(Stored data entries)
+++

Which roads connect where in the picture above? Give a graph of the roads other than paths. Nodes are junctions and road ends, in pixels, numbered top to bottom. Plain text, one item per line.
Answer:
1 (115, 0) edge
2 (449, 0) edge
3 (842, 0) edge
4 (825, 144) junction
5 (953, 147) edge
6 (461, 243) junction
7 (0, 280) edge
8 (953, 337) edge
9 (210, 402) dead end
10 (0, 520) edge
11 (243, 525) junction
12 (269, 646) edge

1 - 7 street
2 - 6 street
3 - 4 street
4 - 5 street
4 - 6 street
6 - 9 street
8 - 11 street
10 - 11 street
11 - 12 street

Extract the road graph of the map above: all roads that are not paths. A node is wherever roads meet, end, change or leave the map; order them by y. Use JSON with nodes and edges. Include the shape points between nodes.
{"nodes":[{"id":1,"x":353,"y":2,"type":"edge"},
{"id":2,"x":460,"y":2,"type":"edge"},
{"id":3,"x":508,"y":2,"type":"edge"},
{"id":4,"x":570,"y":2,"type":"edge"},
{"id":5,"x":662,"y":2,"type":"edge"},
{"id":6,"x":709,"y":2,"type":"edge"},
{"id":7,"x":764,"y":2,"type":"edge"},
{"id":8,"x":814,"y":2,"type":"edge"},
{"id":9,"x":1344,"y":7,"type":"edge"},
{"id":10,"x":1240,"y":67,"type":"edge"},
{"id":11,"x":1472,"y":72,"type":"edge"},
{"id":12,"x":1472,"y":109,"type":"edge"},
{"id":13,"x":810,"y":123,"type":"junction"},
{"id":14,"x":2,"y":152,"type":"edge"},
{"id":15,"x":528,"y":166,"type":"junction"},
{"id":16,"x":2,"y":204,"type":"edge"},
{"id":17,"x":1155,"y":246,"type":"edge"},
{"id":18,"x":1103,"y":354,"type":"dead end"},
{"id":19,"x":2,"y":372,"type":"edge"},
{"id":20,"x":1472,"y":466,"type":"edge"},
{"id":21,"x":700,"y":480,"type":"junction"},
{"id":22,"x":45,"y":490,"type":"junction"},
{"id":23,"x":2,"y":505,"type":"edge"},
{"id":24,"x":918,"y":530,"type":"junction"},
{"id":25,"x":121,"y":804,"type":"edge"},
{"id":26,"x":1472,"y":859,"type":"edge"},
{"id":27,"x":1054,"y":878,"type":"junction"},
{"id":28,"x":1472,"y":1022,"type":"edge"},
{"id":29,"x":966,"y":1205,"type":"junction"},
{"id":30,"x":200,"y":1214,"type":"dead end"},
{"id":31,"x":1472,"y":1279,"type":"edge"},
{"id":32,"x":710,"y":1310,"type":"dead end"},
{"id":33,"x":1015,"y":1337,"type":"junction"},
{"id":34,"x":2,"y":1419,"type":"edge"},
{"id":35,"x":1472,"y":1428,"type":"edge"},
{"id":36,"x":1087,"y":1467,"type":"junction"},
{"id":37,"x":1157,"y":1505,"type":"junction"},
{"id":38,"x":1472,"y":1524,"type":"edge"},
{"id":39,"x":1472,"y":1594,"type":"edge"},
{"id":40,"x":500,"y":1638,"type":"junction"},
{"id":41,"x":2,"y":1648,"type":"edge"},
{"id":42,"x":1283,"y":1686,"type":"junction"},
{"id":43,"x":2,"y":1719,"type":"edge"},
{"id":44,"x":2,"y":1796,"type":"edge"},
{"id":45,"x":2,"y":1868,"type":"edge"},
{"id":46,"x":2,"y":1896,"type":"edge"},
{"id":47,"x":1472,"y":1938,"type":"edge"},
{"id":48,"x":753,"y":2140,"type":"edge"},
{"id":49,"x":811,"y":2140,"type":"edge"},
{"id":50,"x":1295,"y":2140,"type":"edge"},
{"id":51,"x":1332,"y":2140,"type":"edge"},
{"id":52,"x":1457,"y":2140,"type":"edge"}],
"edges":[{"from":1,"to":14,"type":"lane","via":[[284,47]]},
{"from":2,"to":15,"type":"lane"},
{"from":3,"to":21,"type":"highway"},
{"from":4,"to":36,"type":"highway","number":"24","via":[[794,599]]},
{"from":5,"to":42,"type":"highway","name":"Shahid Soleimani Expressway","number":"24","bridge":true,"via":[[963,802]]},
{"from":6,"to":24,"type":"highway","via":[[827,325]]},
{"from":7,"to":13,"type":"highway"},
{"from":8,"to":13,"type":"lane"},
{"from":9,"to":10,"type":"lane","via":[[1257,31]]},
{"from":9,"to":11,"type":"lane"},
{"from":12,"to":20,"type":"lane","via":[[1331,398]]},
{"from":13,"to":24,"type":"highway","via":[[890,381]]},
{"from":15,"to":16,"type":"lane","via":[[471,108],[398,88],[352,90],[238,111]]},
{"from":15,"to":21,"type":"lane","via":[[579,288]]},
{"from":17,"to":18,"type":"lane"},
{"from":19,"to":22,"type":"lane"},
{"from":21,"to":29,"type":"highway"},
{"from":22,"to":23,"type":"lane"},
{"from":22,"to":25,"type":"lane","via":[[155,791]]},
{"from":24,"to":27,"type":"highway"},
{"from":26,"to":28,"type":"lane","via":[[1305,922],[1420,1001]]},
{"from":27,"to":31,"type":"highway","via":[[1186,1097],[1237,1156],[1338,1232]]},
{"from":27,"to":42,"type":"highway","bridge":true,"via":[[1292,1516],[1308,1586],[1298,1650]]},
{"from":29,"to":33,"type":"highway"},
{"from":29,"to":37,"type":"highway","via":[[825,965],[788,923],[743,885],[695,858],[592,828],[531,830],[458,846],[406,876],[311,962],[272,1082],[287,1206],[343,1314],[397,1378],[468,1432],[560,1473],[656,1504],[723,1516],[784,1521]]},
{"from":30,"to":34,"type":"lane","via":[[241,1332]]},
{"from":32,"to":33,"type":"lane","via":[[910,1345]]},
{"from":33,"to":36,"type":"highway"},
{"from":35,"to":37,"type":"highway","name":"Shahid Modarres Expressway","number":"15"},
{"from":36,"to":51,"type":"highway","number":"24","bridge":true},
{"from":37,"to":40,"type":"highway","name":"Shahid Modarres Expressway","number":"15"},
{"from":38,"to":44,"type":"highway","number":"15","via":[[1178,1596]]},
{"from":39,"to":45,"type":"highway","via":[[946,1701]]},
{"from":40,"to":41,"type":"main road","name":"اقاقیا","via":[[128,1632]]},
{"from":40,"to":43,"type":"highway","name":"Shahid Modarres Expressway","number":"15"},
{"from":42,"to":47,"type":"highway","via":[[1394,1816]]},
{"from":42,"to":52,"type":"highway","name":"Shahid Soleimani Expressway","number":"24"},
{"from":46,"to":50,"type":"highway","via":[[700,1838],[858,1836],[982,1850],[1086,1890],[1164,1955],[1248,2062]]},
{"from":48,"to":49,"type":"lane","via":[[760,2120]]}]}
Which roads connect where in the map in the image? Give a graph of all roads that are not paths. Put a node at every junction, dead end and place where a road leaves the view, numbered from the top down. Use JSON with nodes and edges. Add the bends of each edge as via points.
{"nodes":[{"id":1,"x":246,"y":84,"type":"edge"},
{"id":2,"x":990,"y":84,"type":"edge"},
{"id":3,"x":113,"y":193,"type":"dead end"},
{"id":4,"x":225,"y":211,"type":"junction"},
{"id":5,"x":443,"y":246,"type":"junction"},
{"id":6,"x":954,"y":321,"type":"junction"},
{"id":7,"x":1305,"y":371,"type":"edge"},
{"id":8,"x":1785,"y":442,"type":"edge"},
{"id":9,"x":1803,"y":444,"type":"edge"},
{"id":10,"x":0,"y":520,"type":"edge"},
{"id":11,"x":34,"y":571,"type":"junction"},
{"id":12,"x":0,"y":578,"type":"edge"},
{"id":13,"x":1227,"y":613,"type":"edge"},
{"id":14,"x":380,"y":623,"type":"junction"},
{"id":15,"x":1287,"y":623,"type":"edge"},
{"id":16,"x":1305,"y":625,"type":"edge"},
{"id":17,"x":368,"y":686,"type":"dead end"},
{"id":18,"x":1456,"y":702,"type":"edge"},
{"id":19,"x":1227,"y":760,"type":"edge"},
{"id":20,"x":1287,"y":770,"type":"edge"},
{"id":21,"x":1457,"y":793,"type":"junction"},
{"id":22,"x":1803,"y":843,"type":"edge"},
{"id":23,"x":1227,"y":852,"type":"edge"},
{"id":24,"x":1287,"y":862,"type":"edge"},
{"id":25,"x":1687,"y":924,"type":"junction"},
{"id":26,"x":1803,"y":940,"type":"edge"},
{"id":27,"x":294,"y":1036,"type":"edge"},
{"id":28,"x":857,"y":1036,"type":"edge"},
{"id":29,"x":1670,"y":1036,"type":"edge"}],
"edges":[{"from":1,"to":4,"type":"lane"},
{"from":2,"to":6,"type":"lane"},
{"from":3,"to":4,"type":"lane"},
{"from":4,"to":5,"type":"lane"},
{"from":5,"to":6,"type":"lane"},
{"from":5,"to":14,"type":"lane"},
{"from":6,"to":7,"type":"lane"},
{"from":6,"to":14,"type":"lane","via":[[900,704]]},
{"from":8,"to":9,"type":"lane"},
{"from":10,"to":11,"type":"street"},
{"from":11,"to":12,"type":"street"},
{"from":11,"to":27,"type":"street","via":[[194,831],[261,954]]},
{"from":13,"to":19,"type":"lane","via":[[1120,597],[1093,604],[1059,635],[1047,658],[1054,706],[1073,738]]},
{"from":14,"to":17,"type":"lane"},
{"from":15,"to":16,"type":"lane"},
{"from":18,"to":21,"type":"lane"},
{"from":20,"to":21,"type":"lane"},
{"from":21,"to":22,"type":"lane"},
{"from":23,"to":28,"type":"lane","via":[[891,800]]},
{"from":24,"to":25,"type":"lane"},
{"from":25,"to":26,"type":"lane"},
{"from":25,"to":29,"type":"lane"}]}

+++

* **EXERCISE REQUIREMENTS**: Your task is to return each line of the data above that contains the string "name".

* **ANSWER TO THIS EXERCISE**:
{"from":5,"to":42,"type":"highway","name":"Shahid Soleimani Expressway","number":"24","bridge":true,"via":[[963,802]]},
{"from":35,"to":37,"type":"highway","name":"Shahid Modarres Expressway","number":"15"},
{"from":37,"to":40,"type":"highway","name":"Shahid Modarres Expressway","number":"15"},
{"from":40,"to":41,"type":"main road","name":"اقاقیا","via":[[128,1632]]},
{"from":40,"to":43,"type":"highway","name":"Shahid Modarres Expressway","number":"15"},
{"from":42,"to":52,"type":"highway","name":"Shahid Soleimani Expressway","number":"24"},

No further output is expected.